You can delete the latest saved snapshot of a job by running webchanges with the --delete-snapshot command line argument followed by the job index number (from --list) or its URL/command. This is extremely useful when a website is redesigned and your filters behave in unexpected ways (for example, by capturing nothing):

  • Update your filters to once again capture the content you’re monitoring, testing the job by running webchanges with the --test command line argument (see here);

  • Delete the latest job’s snapshot using --delete-snapshot;

  • Run webchanges again; this time the diff report will contain useful information on whether any content has changed.

This feature does not work with database engines textfiles and minidb.

Added in version 3.5.

Changed in version 3.8: Also works with redis database engine.

Rollback the database

You can rollback the snapshots database to an earlier time by running webchanges with the --rollback-database command line argument followed by a Unix timestamp indicating the point in time you want to go back to.

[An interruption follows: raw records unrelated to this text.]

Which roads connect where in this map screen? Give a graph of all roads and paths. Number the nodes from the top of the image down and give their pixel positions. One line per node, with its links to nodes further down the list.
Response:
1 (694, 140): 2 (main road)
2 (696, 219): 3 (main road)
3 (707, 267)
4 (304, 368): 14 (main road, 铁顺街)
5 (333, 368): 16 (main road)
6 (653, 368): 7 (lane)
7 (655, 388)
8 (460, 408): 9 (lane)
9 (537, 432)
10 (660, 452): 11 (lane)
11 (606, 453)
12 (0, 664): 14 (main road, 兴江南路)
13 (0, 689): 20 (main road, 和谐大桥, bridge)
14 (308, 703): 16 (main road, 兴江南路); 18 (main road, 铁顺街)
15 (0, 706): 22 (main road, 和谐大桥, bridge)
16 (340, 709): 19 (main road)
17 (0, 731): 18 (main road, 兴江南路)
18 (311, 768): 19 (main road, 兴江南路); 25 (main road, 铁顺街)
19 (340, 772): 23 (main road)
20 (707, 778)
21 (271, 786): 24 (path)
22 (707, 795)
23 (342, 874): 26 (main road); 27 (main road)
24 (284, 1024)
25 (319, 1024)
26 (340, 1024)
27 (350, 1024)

Useful when you missed notifications or they got lost: rollback the database to the time of the last good report, then run webchanges again to get a new report with the differences since that time.

You can find multiple sites that calculate Unix time for you, such as www.unixtimestamp.com

Warning

All snapshots captured after the timestamp are permanently deleted. This deletion is irreversible. Do back up the database file before doing a rollback in case of a mistake (or fat-finger).

This feature does not work with database engines redis, textfiles or minidb.

Added in version 3.2.

Changed in version 3.11: Renamed from --rollback-cache.

Compact the database

You can compact the snapshots database by running webchanges with either the --gc-database (‘garbage collect’) or --clean-database command line argument.

Running with --gc-database will purge all snapshots of jobs that are no longer in the jobs file and, for those in the jobs file, older changed snapshots other than the most recent one for each job. It will also rebuild (and therefore defragment) the database using SQLite’s VACUUM command. You can indicate a RETAIN_LIMIT for the number of older changed snapshots to retain (default: 1, the latest).

Tip

If you use multiple jobs files, use --gc-database in conjunction with a glob --jobs command, e.g. webchanges --jobs "jobs*.yaml" --gc-database. To ensure that the glob is correct, run e.g. webchanges --jobs "jobs*.yaml" --list.

Running with --clean-database will remove all older snapshots keeping the most recent RETAIN_LIMIT ones for each job (whether it is still present in the jobs file or not) and rebuild (and therefore defragment) the database using SQLite’s VACUUM command.

Changed in version 3.11: Renamed from --gc-cache and --clean-cache.

Changed in version 3.13: Added RETAIN_LIMIT.

Database engine

--database-engine will override the value in the configuration file (see Default database engine).

Added in version 3.2.

Maximum number of snapshots to save

--max-snapshots will override the value in the configuration file (see Maximum number of snapshots to save).

Added in version 3.3: For default sqlite3 database engine only.